The components of the Ever-Power differential are proven in the Figure. The energy from the transmission is delivered to the bevel band gear by the drive-shaft pinion, both of which are held in bearings in the rear-axle housing. The case is an open boxlike framework that is bolted to the band gear and contains bearings to support one or two pairs of diametrically opposing differential bevel pinions. Each steering wheel axle is attached to a differential side gear, which meshes with the differential pinions. On a straight road the wheels and the medial side gears rotate at the same swiftness, there is no relative motion between the differential side gears and pinions, and they all rotate as a unit with the case and ring gear. If the automobile turns left, the right-hand wheel will be required to rotate faster compared to the left-hand steering wheel, and the side gears and the pinions will rotate relative to one Differential Gear another. The ring gear rotates at a acceleration that is add up to the mean swiftness of the remaining and right wheels. If the wheels are jacked up with the tranny in neutral and one of the wheels is turned, the opposite wheel will turn in the opposite direction at the same velocity.
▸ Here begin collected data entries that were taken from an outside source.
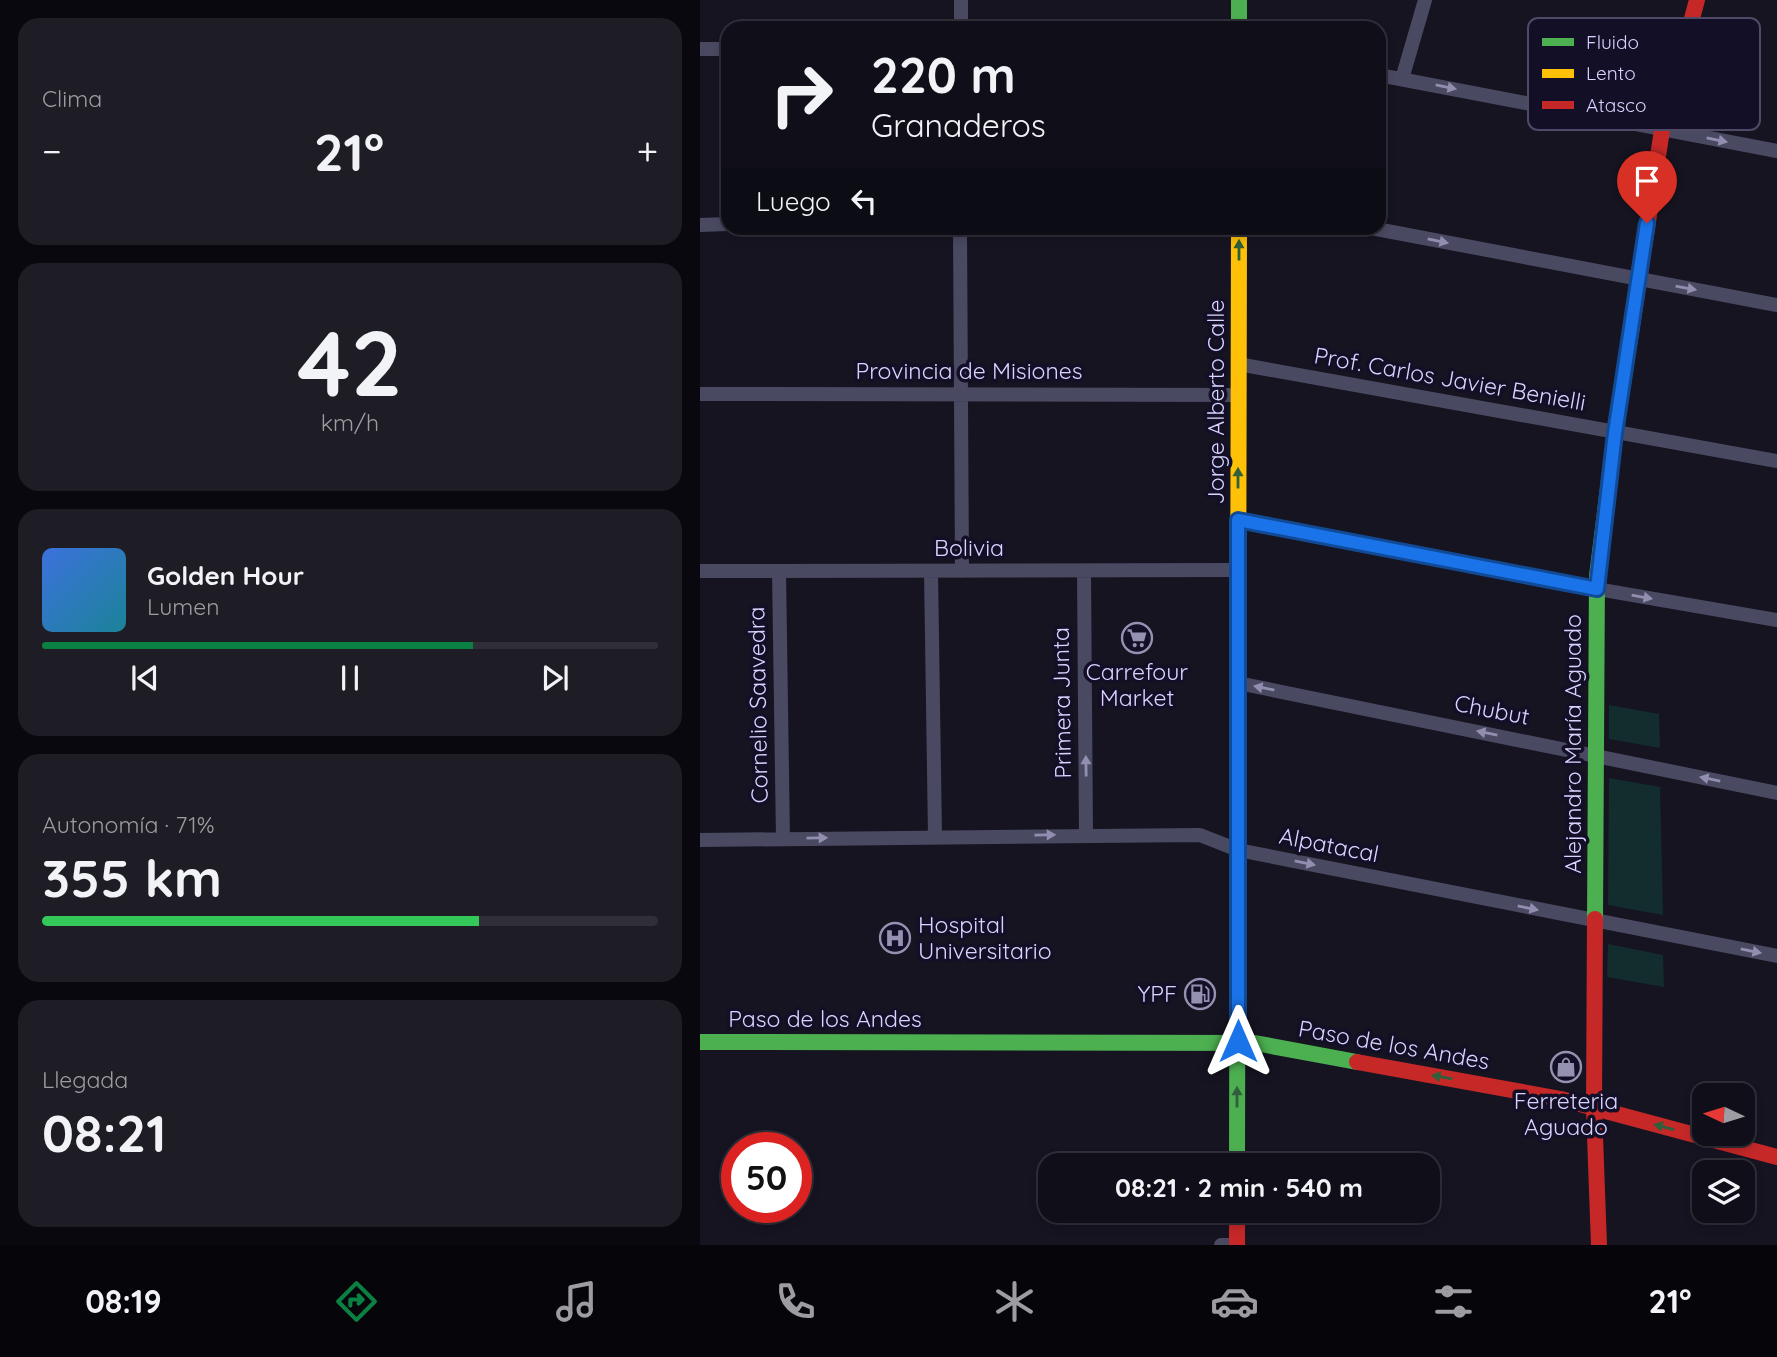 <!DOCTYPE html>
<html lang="es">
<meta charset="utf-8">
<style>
body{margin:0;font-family:Quicksand,sans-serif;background:#1e1d26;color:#f1f3f6;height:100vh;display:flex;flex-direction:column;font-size:26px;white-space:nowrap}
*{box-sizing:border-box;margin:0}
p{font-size:23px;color:#9c9ca2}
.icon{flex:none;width:38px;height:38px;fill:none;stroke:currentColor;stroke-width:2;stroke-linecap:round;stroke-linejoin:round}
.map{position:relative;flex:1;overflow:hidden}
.panel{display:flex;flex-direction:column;gap:18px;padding:18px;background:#09080e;width:700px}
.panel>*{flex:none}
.guide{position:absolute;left:21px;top:21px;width:665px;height:214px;border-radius:21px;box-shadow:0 4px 10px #0003,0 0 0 2px #302f38;background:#100f19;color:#f1f3f6;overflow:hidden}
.needle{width:46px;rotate:274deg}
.controls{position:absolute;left:992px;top:1083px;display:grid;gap:14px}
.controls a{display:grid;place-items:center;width:63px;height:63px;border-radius:14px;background:#100f19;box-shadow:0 4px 10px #0003,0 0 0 2px #302f38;font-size:35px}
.speed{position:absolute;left:21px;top:1132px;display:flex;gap:14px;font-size:35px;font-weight:700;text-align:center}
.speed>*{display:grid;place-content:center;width:91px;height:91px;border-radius:50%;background:#100f19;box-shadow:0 4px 10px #0003,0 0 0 2px #302f38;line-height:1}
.speed .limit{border:10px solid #d22;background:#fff;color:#111}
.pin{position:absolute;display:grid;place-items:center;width:60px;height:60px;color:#fff;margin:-72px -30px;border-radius:50% 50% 50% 0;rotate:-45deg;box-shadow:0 0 7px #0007}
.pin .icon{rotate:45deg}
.me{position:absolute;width:77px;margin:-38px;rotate:0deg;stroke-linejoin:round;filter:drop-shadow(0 0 5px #0008)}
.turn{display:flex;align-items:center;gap:24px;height:147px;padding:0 35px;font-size:32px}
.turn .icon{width:91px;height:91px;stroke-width:2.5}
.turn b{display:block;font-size:49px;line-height:60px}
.then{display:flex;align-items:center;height:66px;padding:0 35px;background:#0003;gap:14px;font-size:26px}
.big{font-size:52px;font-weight:700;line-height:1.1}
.panel .widget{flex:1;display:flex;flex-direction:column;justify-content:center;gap:10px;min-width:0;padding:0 24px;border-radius:21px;background:#1e1d26}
.panel .dial{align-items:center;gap:0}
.dial b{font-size:91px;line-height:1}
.song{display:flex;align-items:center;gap:21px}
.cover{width:84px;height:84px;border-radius:10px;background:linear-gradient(135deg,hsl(220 70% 55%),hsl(190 70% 35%))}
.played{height:7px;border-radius:4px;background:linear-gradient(90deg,#0b8043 70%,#302f38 70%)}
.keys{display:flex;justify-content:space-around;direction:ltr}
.heat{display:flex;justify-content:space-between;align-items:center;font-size:38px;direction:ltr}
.charge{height:10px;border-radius:5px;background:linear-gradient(90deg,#34c759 71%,#302f38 0)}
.trip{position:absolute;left:338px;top:1153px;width:402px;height:70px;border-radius:21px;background:#100f19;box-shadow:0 4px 10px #0003,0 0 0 2px #302f38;font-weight:700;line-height:70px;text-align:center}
.tab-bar{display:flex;height:112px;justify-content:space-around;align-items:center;background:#06060a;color:#9c9ca2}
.tab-bar .icon{width:49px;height:49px}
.tab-bar .on{color:#0b8043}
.tab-bar b{font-size:32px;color:#f1f3f6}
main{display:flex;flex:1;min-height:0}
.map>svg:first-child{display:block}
.green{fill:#132c2d}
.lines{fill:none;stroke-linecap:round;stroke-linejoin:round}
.street{stroke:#4a4962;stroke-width:14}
.fast{stroke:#4caf50;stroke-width:16}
.slow{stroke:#ffc107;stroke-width:16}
.jam{stroke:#c62828;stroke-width:16}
.oneway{fill:#928eb0}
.oneway2{fill:#305f3b}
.route-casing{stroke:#114b97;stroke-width:18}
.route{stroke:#1a73e8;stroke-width:12}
.labels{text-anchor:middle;stroke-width:7;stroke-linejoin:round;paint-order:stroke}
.street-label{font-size:23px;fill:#d9d4ff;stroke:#130f26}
.poi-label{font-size:23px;fill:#d9d4ff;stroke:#130f26}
.key{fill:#130f26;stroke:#4e4a67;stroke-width:2}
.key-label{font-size:19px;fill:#d9d4ff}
</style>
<main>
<section class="panel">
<div class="widget"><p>Clima</p>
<div class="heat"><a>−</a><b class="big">21°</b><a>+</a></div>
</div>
<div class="widget dial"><b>42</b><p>km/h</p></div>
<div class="widget">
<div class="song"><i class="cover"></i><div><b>Golden Hour</b><p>Lumen</p></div></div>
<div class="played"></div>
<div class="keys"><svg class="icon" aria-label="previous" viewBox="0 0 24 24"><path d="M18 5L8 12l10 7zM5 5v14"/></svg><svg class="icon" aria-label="pause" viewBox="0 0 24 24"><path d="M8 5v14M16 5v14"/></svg><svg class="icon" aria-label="next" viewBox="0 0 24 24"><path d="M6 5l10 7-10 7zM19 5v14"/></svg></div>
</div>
<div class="widget"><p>Autonomía · 71%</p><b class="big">355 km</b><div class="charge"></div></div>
<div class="widget"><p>Llegada</p><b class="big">08:21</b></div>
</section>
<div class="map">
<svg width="1077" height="1245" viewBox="0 0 1077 1245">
<rect width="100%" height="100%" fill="#161421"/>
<path class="green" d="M 909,705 L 959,714 L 960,748 L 909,739 Z
M 909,778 L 960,787 L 963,915 L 908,905 Z
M 908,944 L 963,955 L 964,987 L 907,977 Z"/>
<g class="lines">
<path class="street" d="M 261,0 L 261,28
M 0,49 L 28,49
M 679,75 L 1077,151
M 702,79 L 725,0
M 0,225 L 28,224
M 260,228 L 262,571
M 671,228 L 1077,305
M 538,364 L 1077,461
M 0,394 L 539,395
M 538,520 L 897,589 L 1077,620
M 0,571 L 538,570
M 79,571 L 83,839
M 231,571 L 235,836
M 384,571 L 386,835
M 538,683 L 1077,793
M 0,840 L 500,835 L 538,850 L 1077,956
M 521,1245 L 537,1245"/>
<path class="fast" d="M 539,0 L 539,28
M 895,919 L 897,576 L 915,433 L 932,326
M 0,1042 L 555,1043 L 657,1062
M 537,1166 L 538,698"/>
<path class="slow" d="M 538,698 L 539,228"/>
<path class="jam" d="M 932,326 L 962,130 L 997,0
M 895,919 L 894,1109 L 899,1245
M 657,1062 L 861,1099 L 1077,1157
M 537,1211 L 537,1245"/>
</g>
<defs><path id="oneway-solid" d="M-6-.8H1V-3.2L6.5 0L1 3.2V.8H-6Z" transform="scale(1.75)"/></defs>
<g class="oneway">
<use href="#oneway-solid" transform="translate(746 87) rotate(11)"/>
<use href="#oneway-solid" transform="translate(1017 140) rotate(11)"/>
<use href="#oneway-solid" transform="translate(738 241) rotate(11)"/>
<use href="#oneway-solid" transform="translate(986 288) rotate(10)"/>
<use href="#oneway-solid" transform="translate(942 597) rotate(10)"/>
<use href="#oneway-solid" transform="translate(564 688) rotate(-169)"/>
<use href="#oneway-solid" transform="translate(787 733) rotate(-169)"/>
<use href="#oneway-solid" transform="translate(386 766) rotate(-91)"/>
<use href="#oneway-solid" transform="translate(1010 779) rotate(-168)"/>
<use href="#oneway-solid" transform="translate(345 835) rotate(-1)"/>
<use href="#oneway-solid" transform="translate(117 838) rotate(-1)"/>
<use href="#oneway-solid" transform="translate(605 863) rotate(11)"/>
<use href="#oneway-solid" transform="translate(828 908) rotate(11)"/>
<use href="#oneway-solid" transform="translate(1051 951) rotate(11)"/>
</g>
<g class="oneway2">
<use href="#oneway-solid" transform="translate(539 250) rotate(-90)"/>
<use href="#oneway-solid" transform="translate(538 478) rotate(-90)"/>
<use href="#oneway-solid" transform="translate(742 1077) rotate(-170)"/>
<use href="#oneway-solid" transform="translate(537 1097) rotate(-90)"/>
<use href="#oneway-solid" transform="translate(964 1127) rotate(-165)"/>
</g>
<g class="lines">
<g class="route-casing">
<path id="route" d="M 538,1041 L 538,520 L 897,589 L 915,433 L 947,223"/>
</g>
<use href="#route" class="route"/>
</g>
<defs>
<g id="supermarket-ring" transform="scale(1.575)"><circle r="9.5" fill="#130f26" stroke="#9591b1" stroke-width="1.5"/><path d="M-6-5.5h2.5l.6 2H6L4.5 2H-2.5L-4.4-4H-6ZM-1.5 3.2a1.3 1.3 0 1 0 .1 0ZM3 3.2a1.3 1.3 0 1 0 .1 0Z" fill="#9591b1"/></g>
<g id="hospital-ring" transform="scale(1.575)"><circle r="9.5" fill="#130f26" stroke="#9591b1" stroke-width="1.5"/><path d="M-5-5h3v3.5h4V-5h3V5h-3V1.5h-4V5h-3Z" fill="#9591b1"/></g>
<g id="fuel-ring" transform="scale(1.575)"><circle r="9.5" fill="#130f26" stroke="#9591b1" stroke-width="1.5"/><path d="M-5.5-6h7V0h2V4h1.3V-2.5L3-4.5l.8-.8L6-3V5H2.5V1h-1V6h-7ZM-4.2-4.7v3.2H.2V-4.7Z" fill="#9591b1"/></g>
<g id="shop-ring" transform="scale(1.575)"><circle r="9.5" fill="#130f26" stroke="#9591b1" stroke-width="1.5"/><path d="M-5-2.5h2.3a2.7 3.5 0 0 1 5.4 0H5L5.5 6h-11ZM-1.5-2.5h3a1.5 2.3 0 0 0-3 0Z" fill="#9591b1"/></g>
</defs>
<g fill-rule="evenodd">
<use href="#supermarket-ring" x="437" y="638"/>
<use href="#hospital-ring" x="195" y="938"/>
<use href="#fuel-ring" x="500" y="994"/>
<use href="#shop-ring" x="866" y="1067"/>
</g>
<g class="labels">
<g class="street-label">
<text x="269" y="379">Provincia de Misiones</text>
<text transform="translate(750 379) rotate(10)" y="8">Prof. Carlos Javier Benielli</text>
<text transform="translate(516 402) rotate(-90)" y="8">Jorge Alberto Calle</text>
<text x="269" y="556">Bolivia</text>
<text transform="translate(362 703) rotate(-91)" y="8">Primera Junta</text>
<text transform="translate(58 705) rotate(-91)" y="8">Cornelio Saavedra</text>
<text transform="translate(792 710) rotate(11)" y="8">Chubut</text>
<text transform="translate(873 744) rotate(-90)" y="8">Alejandro María Aguado</text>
<text transform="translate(629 845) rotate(11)" y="8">Alpatacal</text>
<text x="125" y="1027">Paso de los Andes</text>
<text transform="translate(694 1045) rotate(10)" y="8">Paso de los Andes</text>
</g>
<g class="poi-label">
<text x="437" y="680">Carrefour<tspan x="437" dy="26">Market</tspan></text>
<text x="218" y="933" text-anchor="start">Hospital<tspan x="218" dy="26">Universitario</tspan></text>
<text x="477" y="1002" text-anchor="end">YPF</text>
<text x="866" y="1109">Ferreteria<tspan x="866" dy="26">Aguado</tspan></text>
</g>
</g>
<rect x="828" y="18" width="232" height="112" rx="10" class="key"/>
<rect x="842" y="38" width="32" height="8" fill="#4caf50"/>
<rect x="842" y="69" width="32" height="9" fill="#ffc107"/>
<rect x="842" y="101" width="32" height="8" fill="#c62828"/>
<g class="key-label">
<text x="886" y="49">Fluido</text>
<text x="886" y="80">Lento</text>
<text x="886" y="112">Atasco</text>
</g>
</svg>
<div class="controls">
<a><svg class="needle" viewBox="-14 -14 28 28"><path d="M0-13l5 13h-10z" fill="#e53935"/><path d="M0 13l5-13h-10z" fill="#9c9ca2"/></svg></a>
<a><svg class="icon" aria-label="layers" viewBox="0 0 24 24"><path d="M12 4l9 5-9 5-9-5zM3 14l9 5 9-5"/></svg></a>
</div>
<div class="speed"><div class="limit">50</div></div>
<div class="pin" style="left:947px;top:223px;background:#d93025"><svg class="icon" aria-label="arrive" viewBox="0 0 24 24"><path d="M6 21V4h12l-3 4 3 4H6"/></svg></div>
<svg class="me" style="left:538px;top:1041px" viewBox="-20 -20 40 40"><path d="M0-17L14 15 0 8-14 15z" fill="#1a73e8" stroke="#fff" stroke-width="4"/></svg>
<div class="trip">08:21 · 2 min · 540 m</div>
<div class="guide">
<div class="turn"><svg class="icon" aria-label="right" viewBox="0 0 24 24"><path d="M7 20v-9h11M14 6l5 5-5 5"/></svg><div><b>220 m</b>Granaderos</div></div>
<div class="then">Luego<svg class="icon" aria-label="left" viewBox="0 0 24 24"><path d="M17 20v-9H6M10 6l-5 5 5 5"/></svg></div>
</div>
</div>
</main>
<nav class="tab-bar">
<b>08:19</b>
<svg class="icon on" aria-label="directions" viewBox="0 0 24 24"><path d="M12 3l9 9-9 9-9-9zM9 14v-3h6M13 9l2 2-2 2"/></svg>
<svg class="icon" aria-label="music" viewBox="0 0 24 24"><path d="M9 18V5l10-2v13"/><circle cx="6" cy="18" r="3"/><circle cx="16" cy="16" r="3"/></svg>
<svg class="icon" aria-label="phone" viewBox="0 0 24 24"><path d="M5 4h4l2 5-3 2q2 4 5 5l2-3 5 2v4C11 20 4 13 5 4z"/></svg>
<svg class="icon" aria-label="climate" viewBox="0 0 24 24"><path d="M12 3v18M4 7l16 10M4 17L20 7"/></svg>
<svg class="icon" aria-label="car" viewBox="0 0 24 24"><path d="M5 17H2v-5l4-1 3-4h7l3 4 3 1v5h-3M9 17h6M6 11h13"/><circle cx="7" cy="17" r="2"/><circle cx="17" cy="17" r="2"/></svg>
<svg class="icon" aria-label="filters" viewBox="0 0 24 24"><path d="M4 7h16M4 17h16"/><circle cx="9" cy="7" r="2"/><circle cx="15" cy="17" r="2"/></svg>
<b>21°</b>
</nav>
The torque (turning minute) transmitted to the two wheels with the Ever-Power differential is the same. Therefore, if one wheel slips, as in ice or mud, the torque to the other steering wheel is reduced. This disadvantage could be overcome somewhat by the use of a limited-slide differential. In one edition a clutch connects one of the axles and the band gear. When one wheel encounters low traction, its inclination to spin is usually resisted by the clutch, thus providing greater torque for the other wheel.
A differential in its most elementary form comprises two halves of an axle with a equipment on each end, connected together by a third gear creating three sides of a sq .. This is usually supplemented by a fourth gear for added power, completing the square.